Saved data entries
····················

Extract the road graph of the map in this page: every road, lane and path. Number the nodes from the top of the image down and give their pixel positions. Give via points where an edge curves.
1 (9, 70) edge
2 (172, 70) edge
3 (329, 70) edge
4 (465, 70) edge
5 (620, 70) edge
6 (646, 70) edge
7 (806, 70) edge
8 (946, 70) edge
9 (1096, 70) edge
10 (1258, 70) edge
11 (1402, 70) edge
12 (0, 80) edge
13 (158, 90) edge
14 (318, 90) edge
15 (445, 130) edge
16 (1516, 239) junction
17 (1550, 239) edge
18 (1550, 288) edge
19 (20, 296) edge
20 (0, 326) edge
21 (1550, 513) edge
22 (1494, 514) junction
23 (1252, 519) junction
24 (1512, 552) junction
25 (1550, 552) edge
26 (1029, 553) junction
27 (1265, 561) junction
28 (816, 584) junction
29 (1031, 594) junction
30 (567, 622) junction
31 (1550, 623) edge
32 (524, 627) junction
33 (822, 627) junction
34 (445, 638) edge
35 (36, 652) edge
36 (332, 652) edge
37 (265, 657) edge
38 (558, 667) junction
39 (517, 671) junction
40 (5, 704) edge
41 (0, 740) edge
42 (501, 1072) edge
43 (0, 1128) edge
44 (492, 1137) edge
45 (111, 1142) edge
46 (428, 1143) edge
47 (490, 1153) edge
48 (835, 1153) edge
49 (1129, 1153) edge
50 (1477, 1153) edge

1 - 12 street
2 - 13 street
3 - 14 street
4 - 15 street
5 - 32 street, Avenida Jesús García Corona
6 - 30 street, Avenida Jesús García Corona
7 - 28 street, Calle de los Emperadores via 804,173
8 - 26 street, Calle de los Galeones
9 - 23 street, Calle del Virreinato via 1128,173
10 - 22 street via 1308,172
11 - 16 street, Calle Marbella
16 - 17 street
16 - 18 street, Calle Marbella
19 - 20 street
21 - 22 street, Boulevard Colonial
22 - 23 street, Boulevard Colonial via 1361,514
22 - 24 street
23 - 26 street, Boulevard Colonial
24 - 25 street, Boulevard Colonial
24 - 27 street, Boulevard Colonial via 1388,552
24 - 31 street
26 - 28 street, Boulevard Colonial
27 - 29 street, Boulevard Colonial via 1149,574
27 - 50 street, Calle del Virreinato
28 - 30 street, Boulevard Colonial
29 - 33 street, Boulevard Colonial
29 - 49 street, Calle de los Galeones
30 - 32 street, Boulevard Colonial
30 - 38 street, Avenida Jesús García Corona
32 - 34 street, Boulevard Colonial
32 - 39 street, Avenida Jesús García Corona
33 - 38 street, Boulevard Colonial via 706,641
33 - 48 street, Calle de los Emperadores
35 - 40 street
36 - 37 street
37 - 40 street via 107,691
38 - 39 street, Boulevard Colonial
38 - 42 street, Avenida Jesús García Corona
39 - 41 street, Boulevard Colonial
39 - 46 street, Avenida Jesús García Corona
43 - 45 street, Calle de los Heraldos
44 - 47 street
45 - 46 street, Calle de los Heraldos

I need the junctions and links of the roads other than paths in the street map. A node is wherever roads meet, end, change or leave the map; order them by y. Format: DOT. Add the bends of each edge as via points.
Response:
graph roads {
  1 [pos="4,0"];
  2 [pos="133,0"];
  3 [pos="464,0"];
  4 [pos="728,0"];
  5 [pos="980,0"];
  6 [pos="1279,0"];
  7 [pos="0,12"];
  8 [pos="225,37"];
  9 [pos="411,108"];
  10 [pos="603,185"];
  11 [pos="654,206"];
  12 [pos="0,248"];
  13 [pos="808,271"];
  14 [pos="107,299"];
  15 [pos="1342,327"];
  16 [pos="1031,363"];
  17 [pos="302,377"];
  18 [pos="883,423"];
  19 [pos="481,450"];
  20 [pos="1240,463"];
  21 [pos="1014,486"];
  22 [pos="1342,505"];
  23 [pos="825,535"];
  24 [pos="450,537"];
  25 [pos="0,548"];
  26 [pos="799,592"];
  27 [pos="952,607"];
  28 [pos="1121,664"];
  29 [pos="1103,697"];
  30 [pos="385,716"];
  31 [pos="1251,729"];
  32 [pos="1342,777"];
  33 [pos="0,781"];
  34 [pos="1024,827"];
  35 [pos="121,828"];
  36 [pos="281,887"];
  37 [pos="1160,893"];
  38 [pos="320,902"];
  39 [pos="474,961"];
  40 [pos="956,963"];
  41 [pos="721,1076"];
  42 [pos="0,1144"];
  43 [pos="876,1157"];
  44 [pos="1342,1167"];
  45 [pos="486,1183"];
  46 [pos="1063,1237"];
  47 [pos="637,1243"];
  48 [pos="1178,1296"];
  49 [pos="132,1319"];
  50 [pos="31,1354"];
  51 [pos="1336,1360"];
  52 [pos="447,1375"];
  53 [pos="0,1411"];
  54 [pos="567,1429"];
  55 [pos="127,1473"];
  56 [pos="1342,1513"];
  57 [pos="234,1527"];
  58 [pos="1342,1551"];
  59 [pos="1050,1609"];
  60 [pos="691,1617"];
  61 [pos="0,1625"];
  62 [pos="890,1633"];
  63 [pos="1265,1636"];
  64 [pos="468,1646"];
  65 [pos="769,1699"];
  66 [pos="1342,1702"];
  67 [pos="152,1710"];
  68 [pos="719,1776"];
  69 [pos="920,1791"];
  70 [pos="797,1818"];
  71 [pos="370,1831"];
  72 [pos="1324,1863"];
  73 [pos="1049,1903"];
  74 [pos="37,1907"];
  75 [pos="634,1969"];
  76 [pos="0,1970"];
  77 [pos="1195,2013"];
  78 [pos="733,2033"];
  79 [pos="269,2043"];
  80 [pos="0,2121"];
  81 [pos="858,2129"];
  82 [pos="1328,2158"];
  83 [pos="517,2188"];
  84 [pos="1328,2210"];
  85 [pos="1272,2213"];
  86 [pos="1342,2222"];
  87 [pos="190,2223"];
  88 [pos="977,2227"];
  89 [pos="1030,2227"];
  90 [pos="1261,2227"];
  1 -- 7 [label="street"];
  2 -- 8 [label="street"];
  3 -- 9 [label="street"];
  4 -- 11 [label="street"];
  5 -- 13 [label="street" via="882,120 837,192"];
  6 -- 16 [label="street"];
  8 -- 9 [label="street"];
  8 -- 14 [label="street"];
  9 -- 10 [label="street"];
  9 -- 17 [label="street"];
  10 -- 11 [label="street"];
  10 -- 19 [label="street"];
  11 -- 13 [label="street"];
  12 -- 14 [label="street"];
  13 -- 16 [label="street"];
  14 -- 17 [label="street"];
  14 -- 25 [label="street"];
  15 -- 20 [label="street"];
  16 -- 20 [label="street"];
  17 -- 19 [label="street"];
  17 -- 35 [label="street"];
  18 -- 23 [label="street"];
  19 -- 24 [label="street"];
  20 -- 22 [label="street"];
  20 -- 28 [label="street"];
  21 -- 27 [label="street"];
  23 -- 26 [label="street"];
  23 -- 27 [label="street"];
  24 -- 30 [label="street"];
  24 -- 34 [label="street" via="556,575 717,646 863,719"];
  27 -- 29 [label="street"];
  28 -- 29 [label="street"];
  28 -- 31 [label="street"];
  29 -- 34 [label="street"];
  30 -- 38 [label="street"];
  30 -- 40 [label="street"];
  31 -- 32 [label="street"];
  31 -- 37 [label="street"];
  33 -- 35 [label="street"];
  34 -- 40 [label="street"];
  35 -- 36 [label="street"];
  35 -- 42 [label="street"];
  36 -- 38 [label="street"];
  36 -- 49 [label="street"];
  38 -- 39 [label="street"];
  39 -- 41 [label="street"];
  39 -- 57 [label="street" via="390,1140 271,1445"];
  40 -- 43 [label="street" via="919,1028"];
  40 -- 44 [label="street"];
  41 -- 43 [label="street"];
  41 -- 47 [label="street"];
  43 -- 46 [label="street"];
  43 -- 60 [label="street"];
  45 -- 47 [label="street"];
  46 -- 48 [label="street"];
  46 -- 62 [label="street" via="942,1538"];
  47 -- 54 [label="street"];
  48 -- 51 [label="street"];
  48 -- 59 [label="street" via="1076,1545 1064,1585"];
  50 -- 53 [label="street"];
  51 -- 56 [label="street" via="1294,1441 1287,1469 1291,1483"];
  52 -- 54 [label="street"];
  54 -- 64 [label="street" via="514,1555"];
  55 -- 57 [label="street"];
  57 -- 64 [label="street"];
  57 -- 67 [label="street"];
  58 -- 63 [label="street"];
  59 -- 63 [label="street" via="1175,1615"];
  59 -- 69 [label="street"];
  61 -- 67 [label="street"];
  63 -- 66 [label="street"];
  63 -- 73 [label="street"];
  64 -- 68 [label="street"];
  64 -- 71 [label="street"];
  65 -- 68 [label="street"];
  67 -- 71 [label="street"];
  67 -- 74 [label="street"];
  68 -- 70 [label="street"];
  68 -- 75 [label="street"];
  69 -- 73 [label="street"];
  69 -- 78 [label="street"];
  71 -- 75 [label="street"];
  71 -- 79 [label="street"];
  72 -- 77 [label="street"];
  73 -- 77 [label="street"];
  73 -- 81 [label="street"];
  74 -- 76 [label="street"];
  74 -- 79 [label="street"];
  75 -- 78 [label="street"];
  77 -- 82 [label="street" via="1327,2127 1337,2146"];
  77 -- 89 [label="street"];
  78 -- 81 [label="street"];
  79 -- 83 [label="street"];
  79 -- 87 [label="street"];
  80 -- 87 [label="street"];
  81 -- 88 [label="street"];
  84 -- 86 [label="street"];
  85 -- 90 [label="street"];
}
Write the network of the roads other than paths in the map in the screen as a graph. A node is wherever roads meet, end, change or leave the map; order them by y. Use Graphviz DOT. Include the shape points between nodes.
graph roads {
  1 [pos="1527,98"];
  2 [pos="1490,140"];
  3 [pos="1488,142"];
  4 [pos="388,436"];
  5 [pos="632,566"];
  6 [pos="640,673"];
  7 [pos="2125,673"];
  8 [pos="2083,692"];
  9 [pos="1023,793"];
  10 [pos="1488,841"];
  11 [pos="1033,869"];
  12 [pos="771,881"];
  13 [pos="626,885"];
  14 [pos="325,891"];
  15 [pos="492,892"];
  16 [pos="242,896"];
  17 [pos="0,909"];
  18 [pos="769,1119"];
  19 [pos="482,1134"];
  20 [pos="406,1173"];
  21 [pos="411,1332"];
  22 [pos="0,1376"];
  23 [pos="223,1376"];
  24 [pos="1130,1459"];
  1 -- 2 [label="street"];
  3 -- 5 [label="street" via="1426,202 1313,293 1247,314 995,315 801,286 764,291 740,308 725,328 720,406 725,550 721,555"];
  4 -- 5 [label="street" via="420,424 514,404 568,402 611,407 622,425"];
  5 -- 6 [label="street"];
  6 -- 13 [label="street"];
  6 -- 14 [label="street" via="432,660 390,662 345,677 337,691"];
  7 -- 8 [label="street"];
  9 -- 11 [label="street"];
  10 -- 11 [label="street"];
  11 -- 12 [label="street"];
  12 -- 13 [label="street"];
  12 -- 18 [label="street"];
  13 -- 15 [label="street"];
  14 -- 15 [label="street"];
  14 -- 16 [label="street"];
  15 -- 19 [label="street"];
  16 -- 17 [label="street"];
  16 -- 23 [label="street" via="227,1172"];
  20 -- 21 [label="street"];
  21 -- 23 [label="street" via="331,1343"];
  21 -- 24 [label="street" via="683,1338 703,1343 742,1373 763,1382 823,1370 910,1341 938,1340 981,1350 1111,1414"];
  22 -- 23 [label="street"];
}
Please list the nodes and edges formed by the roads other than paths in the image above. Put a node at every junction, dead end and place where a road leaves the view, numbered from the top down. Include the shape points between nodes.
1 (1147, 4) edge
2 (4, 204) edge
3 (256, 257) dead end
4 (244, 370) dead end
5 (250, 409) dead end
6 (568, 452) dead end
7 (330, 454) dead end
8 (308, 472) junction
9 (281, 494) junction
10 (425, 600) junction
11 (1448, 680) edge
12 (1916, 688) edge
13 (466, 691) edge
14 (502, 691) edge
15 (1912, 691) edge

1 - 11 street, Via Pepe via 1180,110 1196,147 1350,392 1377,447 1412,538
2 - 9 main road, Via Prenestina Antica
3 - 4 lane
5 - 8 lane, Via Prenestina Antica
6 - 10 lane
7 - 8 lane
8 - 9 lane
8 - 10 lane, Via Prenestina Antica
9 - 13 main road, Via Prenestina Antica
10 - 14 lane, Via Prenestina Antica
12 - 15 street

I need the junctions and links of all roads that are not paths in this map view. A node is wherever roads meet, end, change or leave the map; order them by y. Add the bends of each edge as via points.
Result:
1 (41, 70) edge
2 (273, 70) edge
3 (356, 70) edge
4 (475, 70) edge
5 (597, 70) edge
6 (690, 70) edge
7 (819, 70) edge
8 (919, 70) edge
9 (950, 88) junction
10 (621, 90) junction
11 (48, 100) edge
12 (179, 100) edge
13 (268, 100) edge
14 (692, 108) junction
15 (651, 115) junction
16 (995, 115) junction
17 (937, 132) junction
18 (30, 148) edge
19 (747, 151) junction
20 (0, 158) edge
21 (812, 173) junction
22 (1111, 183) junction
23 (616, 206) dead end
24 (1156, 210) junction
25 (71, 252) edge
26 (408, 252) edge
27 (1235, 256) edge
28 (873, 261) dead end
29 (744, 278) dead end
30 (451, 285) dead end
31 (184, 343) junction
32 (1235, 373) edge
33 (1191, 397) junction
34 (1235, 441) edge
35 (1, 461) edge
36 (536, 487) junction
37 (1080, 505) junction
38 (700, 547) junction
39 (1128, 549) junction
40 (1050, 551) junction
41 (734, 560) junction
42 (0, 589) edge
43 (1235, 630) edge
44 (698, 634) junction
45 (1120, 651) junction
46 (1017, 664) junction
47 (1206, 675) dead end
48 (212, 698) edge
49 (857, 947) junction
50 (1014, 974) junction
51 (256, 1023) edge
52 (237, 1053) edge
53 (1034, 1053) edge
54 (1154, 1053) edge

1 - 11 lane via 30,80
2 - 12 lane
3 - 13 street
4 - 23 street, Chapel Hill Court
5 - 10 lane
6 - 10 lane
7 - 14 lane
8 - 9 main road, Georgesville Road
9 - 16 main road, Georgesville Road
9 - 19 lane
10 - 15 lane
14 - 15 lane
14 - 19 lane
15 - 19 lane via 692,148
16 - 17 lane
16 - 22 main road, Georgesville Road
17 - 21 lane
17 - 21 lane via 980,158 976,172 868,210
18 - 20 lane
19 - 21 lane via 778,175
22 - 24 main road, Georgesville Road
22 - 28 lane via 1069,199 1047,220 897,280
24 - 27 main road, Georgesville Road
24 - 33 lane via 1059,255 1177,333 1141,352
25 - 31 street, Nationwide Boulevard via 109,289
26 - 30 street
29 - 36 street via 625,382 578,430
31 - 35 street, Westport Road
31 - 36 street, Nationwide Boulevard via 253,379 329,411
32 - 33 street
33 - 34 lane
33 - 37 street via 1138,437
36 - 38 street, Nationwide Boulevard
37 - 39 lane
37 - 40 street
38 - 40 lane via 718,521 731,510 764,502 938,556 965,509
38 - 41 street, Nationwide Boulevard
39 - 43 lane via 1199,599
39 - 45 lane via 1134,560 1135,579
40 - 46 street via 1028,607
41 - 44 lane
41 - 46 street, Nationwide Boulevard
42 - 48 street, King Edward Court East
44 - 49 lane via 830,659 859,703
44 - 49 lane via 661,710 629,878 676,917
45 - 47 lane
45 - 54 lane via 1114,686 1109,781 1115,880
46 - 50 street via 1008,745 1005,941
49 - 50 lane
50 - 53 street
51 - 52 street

····················

For the data above, give the number of lines in which the word "Nationwide" appears, and nothing more.

◆ WRITTEN ANSWER ◆
5